For Advanced Studies of Consciousness

On the right pillar is a similar plaque bearing only the simple phrase


            I am a graduate student here.

            Moving past the entrance structure and its massive iron gates, now swung open to welcome the incoming traffic, I glance at my wrist and am annoyed to find nothing.  I am not wearing my watch.  Jesus Christ, I think, frustrated with my carelessness, why do I always do this sort of thing to myself?  I wonder if I’m late?  After parking the car, I hurry up the wide steps ascending to the massive white doors.  The familiar aroma of academic institutions greets my sinuses.  The halls are empty.  Where the hell is the classroom?  I pull a sheet of lavender paper out of my pocket and unfold it.  I can’t quite concentrate on the words, which seem to be crawling around on the page, because of these pulsating sensations in my head...

            "Down here, slowpoke!"  The same bright voice of my girlfriend, sticking her head out of a door midway down the long hall.  I am relieved to see a safe person. God is she cute!  And she doesn’t appear concerned.  I must not be too late.  Double relief.

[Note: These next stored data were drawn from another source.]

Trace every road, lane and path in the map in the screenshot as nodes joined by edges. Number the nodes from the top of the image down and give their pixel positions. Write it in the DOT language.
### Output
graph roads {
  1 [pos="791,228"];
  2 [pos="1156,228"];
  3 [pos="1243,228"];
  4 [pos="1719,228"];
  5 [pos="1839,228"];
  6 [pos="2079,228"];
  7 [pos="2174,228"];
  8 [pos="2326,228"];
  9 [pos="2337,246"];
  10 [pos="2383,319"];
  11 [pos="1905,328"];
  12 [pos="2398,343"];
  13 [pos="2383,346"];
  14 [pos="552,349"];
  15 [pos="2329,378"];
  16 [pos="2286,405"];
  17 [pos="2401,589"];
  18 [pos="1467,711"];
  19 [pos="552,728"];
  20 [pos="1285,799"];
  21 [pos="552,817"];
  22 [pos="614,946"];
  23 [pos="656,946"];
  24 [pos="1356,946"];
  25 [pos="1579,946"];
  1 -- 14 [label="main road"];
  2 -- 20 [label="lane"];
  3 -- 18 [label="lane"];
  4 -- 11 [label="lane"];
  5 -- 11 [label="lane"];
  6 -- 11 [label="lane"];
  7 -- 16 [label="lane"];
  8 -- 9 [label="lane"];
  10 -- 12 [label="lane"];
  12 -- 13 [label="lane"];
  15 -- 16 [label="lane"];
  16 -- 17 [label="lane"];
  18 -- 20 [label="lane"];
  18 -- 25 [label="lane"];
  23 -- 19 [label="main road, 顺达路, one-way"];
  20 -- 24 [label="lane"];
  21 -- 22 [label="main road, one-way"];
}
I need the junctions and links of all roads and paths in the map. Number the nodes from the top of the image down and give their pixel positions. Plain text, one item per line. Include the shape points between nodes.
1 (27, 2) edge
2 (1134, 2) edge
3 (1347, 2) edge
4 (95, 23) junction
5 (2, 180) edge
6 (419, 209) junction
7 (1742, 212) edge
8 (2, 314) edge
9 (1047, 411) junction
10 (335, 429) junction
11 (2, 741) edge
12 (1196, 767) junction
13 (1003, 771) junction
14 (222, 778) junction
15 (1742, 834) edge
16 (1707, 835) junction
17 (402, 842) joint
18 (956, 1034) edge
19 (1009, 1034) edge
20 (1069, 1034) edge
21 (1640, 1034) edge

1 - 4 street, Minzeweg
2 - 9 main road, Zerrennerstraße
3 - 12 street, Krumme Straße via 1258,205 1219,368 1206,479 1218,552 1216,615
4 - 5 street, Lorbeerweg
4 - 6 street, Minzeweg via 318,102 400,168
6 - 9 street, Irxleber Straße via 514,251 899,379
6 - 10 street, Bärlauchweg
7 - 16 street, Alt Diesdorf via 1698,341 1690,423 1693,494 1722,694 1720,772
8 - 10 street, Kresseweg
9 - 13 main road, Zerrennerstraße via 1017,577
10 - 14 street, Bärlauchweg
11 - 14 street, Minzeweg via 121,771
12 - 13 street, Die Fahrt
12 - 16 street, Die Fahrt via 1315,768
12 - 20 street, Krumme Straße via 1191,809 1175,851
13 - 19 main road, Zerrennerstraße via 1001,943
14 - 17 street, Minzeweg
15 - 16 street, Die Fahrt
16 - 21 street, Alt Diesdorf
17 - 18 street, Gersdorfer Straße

            I enter a darkened classroom and spot Professor Hayes in the glow of the instrument lights on a huge wraparound lectern, a fiftyish olive-skinned female, lanky and torpedo-breasted, with long, straight, brown hair.  Braless, of course, no doubt having burned them all.  The Professor has on an eye-popping multihued, tie-dyed T-shirt and tight jeans that leave nothing to the imagination.  And an amazing crushed velvet jacket in bright purple with matching suede boots.  I seem to have missed the memo about International Purple Solidarity Day.  She turns from her task—the class is watching a 1960s style light show to the insistent music of the Jefferson Airplane’s classic pro-drug anthem, White Rabbit, as black and white newsreels of civil rights protesters being accosted by state troopers with dogs and night-sticks, and U.S. soldiers on patrol in rice paddies, parade across the walls, all of which the professor seems to control from her lectern—and eyes me enigmatically as Grace Slick intones

            One pill makes you larger and one pill makes you small
            And the ones that mother gives you
            Don’t do anything at all...

and I hurriedly slide into the empty desk next to my....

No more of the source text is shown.